Image Courtesy: rangashankara.org
Sadanand Menon de-constructs cultural nationalism, majoritarian and exclusivist
What is visible today is a new hatred for the idea of democracy as we know it and for the rights as guaranteed in the Constitution. This is quite in keeping with the agenda of cultural nationalism, which strives-through generating a climate of intolerance and intimidation-to keep civil society in a state of constant agitation by subjecting it to constant attack.
–Sadanand Menon
Cultural nationalism, by any definition, is a rogue version of nationalism which is already present in concepts of the nation state. Its cunning agenda is to evacuate all ideas of political rights from the idea of a nation state and transplant in its place ideas of cultural rights, obviously weighted in favour of concepts of primogeniture, racial purity and genetic ancestry as contained in ideas like janmabhumi or birthland/homeland and other emotive aspects that touch upon shared language, food and consanguinity. It is a highly charged area of irrational self-beliefs that give little credence to claims of history or any other kind of scientific research. It is an imaginary homeland constructed out of imaginary enemies, who always belong to religions and regions not (you believe, are) your own. It is a strange, anxious individual who will not pay the slightest heed to one’s own proven hybridity. In history, nothing stays ‘pure’. Or, as Salman Rushdie would have it, it’s all subject to ‘mongrelization’.

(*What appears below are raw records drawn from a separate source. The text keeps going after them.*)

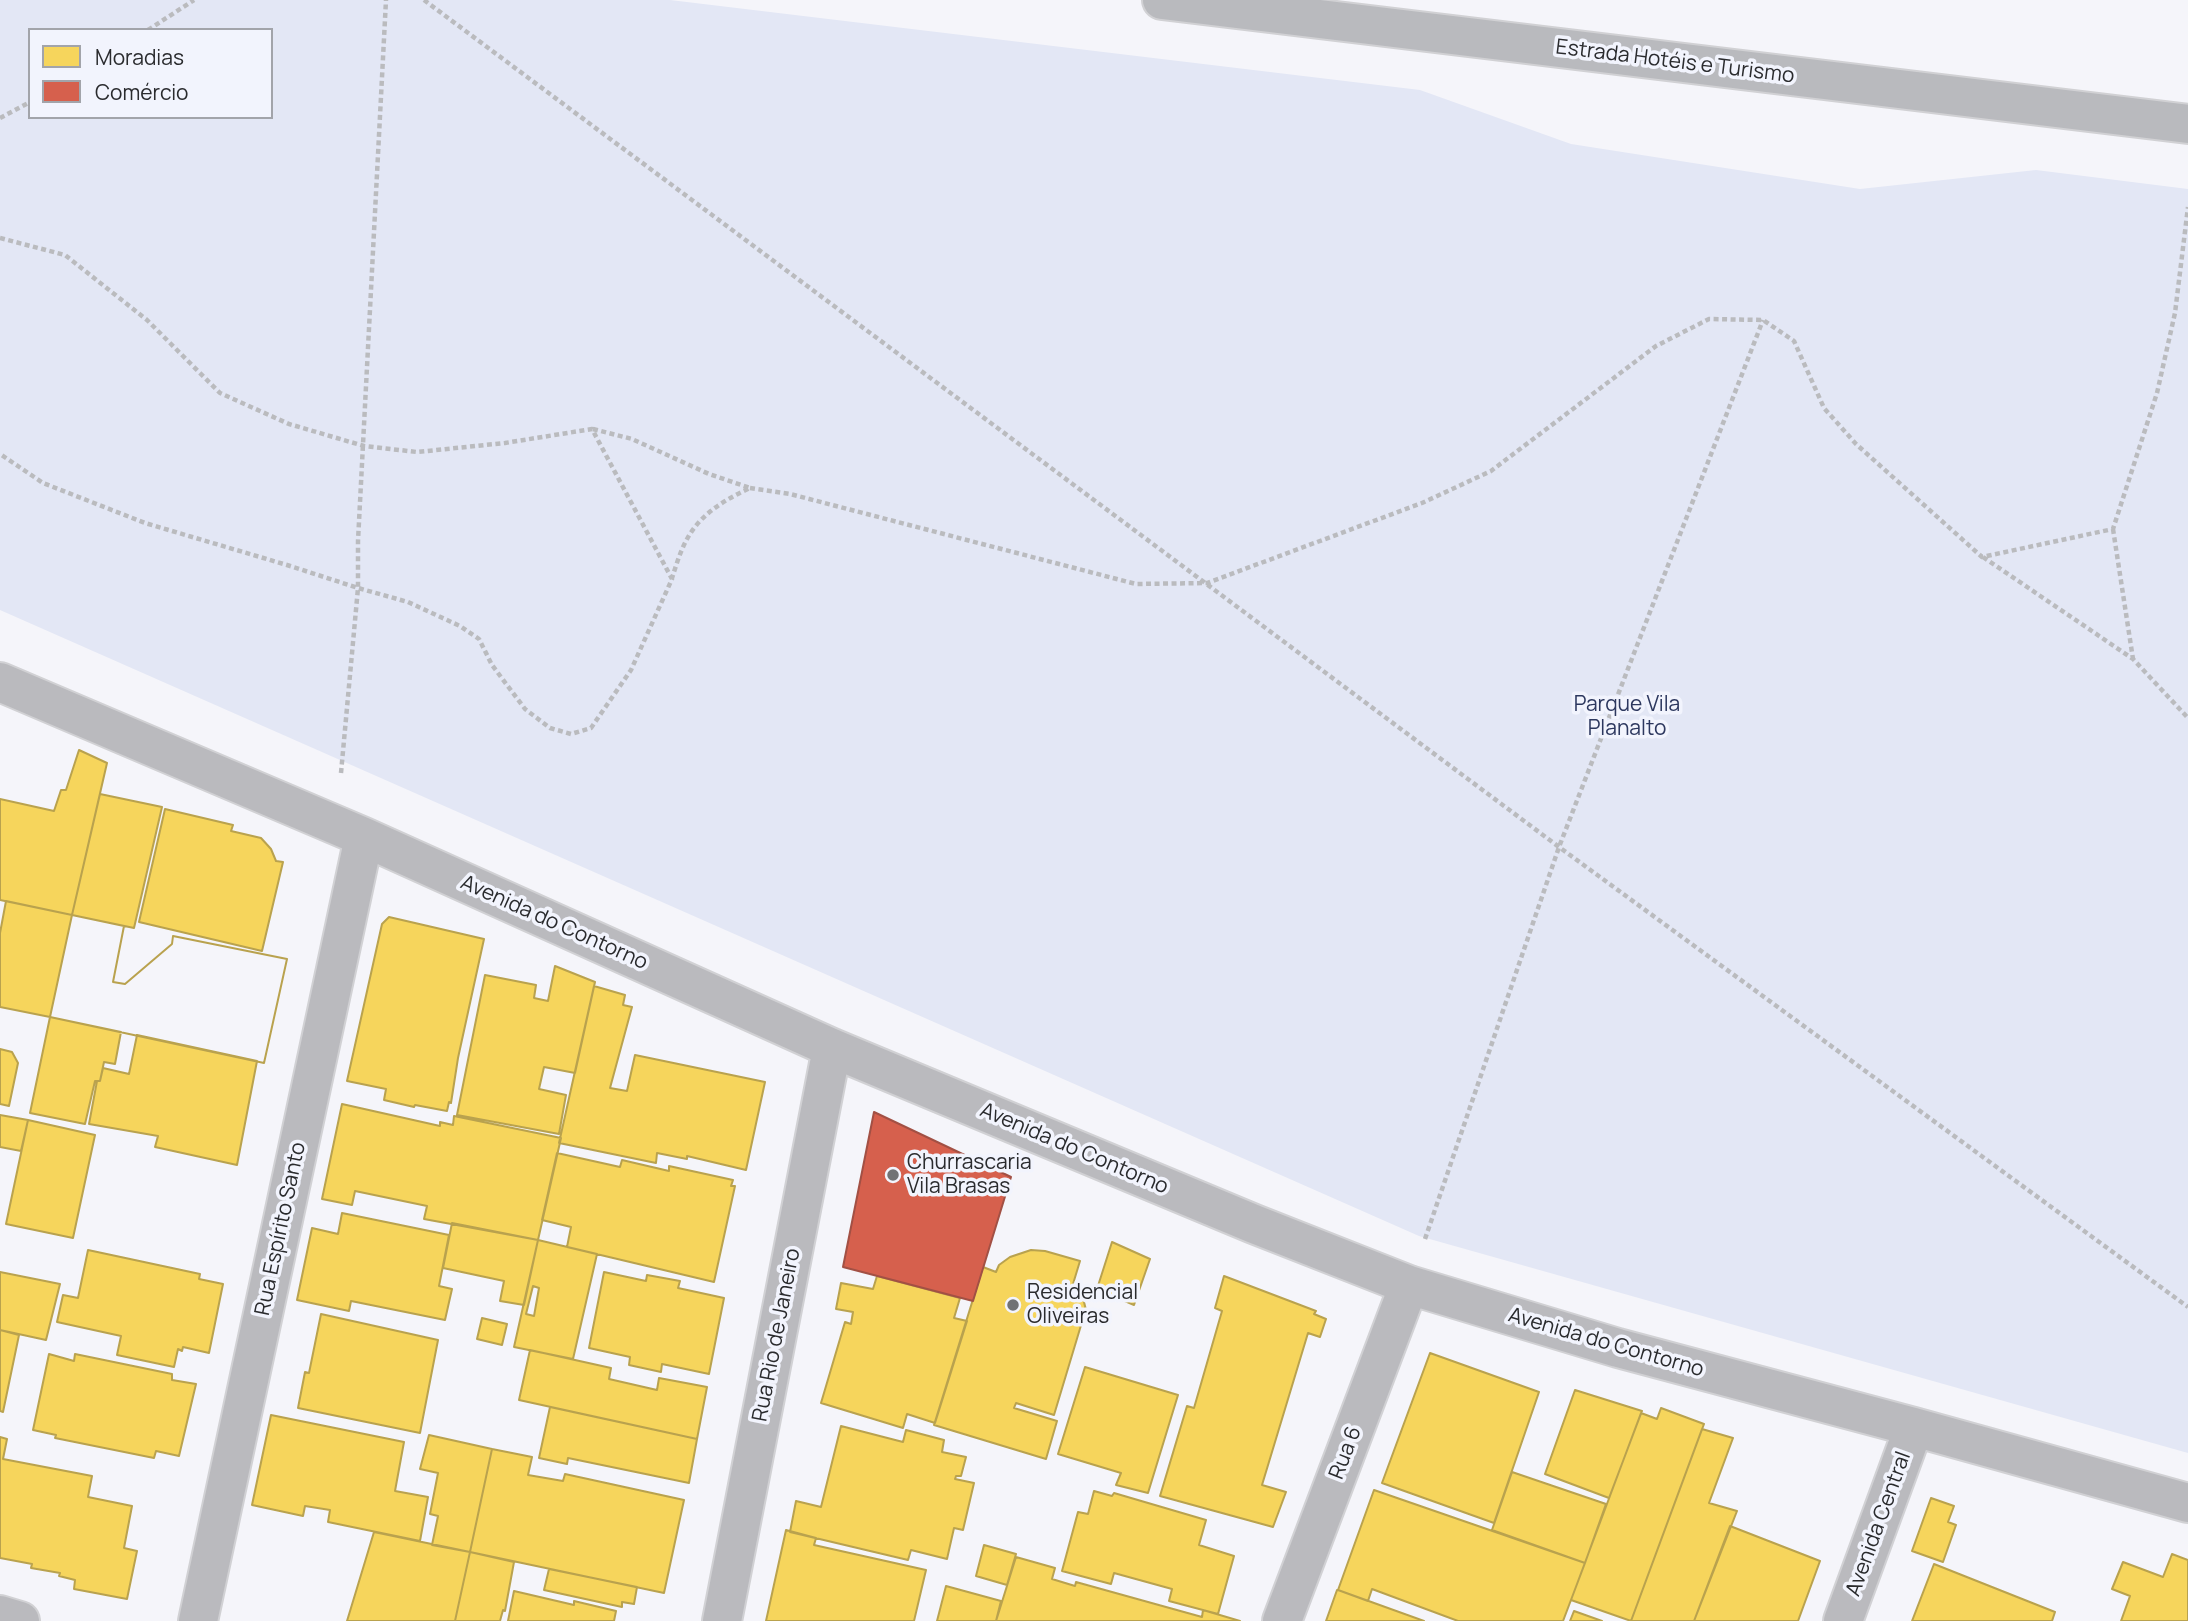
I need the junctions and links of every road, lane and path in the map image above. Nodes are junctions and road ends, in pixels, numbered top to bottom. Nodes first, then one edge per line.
1 (194, 0) edge
2 (386, 0) edge
3 (425, 0) edge
4 (1162, 0) edge
5 (151, 28) edge
6 (28, 103) edge
7 (0, 118) edge
8 (2188, 124) edge
9 (2188, 207) edge
10 (0, 238) edge
11 (1763, 320) junction
12 (592, 429) junction
13 (364, 446) junction
14 (0, 454) edge
15 (750, 488) junction
16 (2113, 529) junction
17 (1982, 557) junction
18 (671, 579) junction
19 (1208, 583) junction
20 (358, 588) junction
21 (2133, 659) junction
22 (0, 682) edge
23 (2188, 718) edge
24 (350, 832) junction
25 (1559, 847) junction
26 (832, 1048) junction
27 (1409, 1285) junction
28 (2188, 1307) edge
29 (1914, 1427) junction
30 (2188, 1503) edge
31 (0, 1615) edge
32 (20, 1621) edge
33 (198, 1621) edge
34 (722, 1621) edge
35 (1282, 1621) edge
36 (1843, 1621) edge

1 - 5 path
2 - 13 path
3 - 19 path
4 - 8 main road, Estrada Hotéis e Turismo
6 - 7 path
9 - 16 path
10 - 13 path
11 - 17 path
11 - 19 path
11 - 25 path
12 - 13 path
12 - 15 path
12 - 18 path
13 - 20 path
14 - 20 path
15 - 18 path
15 - 19 path
16 - 17 path
16 - 21 path
17 - 21 path
18 - 20 path
19 - 25 path
20 - 24 path
21 - 23 path
22 - 24 street, Avenida do Contorno
24 - 26 street, Avenida do Contorno
24 - 33 street, Rua Espírito Santo
25 - 27 path
25 - 28 path
26 - 27 street, Avenida do Contorno
26 - 34 street, Rua Rio de Janeiro
27 - 29 street, Avenida do Contorno
27 - 35 street, Rua 6
29 - 30 street, Avenida do Contorno
29 - 36 street, Avenida Central
31 - 32 street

“…In the Indian context, the RSS’s effort has been to construct a ‘national identity’ which is anterior to an elides over the colonial as well Islamic periods of recent times to reach out to an ‘authentic’ India of the hoary past, which remains emblematic of its ‘real’ culture – unique, untrammeled and unadulterated by colonial or Islamic hybridity. In the past, this version found favour with the reigning tenets of Orientalist thought which divided the world into neat, essentialized compartments of the ‘East’ and the ‘West’. The East was, then, nothing but ‘spiritual’. Partha Chatterjee, in Nationalist Thought and the Colonial World: A Derivative Discourse, has clearly argued how these tropes play out, sometimes straight and sometimes inverting their own claims.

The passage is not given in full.